The Loan Agreement also contains covenants requiring the Borrowers to maintain a minimum adjusted quick ratio and a fixed charge coverage ratio as well as other restrictive covenants including, among others, restrictions on the Borrowers’ ability to (i) dispose part of their business, property; (ii) change their business, liquidate or enter into certain extraordinary transactions; (iii) merge, consolidate or acquire stock or property of another entity; (iv) incur indebtedness, other that certain permitted indebtedness; (v) encumber their property; (vi) maintain certain accounts; (vii) pay or make dividends, other distributions or directly or indirectly make certain investments; (viii) enter into material transactions with an affiliate of the Borrowers; (ix) repay indebtedness, (x) amend the terms of subordinated debt; and (xi) permit any subsidiary to maintain assets above a certain amount.

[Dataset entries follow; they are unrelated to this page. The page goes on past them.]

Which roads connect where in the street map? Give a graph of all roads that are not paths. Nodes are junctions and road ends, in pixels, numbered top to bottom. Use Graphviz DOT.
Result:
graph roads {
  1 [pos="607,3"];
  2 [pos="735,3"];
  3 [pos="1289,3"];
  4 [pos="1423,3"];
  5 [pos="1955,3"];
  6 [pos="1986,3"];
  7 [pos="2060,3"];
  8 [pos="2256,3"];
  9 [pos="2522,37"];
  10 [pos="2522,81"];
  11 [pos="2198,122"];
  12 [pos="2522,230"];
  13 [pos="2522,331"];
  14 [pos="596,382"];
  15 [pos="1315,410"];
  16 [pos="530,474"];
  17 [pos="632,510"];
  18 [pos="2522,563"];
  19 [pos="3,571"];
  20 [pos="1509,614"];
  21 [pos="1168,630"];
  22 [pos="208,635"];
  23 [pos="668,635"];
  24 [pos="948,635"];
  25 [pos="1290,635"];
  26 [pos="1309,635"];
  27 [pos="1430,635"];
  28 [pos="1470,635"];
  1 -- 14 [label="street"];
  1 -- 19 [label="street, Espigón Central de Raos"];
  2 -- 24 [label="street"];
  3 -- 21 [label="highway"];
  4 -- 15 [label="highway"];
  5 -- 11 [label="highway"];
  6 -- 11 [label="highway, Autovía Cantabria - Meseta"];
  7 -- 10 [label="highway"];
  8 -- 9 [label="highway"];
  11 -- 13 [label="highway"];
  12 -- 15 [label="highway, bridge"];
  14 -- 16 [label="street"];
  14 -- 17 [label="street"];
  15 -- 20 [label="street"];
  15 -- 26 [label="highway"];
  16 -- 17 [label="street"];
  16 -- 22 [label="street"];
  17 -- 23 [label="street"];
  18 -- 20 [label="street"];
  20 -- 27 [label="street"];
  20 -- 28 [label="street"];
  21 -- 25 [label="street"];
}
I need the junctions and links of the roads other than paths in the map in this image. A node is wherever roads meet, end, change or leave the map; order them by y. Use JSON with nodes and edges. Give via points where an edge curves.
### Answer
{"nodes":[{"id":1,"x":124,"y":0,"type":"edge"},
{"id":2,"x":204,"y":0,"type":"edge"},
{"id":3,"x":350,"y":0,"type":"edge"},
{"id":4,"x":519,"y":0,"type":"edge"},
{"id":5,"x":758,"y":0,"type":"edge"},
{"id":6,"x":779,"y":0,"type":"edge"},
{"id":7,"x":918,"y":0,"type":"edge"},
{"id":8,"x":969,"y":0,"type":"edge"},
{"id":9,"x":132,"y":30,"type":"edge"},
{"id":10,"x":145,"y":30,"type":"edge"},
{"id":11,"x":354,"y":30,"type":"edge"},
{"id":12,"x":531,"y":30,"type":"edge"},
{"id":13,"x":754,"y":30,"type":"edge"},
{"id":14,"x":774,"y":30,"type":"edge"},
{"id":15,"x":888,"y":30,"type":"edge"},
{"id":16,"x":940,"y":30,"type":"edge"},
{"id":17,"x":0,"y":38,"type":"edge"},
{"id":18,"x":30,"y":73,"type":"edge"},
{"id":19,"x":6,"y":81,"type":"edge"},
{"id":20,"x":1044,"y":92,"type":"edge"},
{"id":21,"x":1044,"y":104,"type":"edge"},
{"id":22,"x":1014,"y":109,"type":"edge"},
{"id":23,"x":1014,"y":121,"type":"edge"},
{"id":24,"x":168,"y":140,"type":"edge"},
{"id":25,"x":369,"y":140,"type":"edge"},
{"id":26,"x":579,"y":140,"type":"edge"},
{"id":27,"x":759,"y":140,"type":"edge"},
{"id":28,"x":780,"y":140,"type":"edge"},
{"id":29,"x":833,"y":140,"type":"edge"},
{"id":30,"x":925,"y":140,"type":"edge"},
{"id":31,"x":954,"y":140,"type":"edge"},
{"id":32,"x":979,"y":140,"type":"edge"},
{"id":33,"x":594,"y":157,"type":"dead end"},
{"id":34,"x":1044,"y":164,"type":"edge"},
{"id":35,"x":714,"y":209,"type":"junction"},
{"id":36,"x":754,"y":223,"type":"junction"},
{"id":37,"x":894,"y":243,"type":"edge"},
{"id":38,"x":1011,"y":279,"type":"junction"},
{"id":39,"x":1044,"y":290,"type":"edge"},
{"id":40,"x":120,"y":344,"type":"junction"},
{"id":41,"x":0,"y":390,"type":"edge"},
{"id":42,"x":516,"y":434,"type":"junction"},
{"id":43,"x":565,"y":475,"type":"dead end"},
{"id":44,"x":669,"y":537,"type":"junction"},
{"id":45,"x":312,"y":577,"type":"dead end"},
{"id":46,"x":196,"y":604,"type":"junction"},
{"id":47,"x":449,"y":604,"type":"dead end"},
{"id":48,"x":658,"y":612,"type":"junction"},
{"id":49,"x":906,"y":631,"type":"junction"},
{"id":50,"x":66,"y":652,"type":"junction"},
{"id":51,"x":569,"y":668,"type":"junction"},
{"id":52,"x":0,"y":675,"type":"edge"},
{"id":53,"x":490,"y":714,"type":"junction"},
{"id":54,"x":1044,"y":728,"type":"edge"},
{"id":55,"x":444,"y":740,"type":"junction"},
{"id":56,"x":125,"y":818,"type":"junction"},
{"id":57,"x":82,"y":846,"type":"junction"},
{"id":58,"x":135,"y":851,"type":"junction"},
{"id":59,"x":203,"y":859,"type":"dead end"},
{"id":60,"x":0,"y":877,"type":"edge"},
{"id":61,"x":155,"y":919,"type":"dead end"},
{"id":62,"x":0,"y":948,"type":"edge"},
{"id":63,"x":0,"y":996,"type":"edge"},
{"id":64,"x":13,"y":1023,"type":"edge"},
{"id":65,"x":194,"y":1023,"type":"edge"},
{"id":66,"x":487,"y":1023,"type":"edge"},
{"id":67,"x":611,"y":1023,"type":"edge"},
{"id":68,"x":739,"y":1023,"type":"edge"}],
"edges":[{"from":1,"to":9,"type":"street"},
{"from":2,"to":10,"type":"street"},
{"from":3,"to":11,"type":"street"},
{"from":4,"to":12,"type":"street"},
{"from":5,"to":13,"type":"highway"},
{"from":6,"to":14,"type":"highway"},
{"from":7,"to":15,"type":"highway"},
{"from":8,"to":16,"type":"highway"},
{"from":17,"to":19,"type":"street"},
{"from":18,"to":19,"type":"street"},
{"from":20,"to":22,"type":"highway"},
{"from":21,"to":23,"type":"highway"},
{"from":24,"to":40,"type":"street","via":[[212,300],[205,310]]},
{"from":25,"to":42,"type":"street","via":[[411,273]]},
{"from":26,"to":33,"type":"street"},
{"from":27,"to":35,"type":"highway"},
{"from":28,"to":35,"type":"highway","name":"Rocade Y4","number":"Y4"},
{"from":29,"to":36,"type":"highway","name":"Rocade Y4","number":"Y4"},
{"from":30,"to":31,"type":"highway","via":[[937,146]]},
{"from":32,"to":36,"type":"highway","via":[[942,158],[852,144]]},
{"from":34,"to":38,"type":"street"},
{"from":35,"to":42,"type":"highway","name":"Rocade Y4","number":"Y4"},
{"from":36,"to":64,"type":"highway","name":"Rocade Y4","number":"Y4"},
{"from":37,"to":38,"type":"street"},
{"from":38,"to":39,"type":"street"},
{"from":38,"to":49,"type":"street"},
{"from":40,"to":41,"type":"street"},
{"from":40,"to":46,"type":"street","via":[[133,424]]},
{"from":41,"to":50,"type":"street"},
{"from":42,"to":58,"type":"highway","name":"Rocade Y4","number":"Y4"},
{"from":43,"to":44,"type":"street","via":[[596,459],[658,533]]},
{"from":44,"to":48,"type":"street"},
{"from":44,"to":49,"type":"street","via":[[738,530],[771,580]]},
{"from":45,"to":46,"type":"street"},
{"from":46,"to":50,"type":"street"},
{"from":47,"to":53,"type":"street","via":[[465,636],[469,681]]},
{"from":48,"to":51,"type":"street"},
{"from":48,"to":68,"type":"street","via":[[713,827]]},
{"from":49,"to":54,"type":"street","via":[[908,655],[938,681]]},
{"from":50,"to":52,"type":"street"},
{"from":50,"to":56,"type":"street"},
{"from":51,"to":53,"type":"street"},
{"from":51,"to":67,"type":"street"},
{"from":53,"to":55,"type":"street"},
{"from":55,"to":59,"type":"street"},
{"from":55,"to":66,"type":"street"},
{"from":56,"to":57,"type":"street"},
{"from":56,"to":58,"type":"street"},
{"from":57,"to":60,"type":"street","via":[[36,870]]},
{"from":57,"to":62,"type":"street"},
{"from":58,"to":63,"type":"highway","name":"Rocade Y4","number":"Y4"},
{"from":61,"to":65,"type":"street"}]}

The foregoing description of the Loan Agreement does not purport to be complete and is qualified in its entirety by reference to the full text of the Loan Agreement. You should read the entire Loan Agreement carefully as it is the legal document that governs the terms of the Term Loan and the Line of Credit.

Item 2.03 Creation of a Direct Financial Obligation or an Obligation under an Off-Balance Sheet Arrangement of a Registrant.

The information contained in Item 1.01 above regarding the Loan Agreement and the Amendment is hereby incorporated by reference into this Item 2.03.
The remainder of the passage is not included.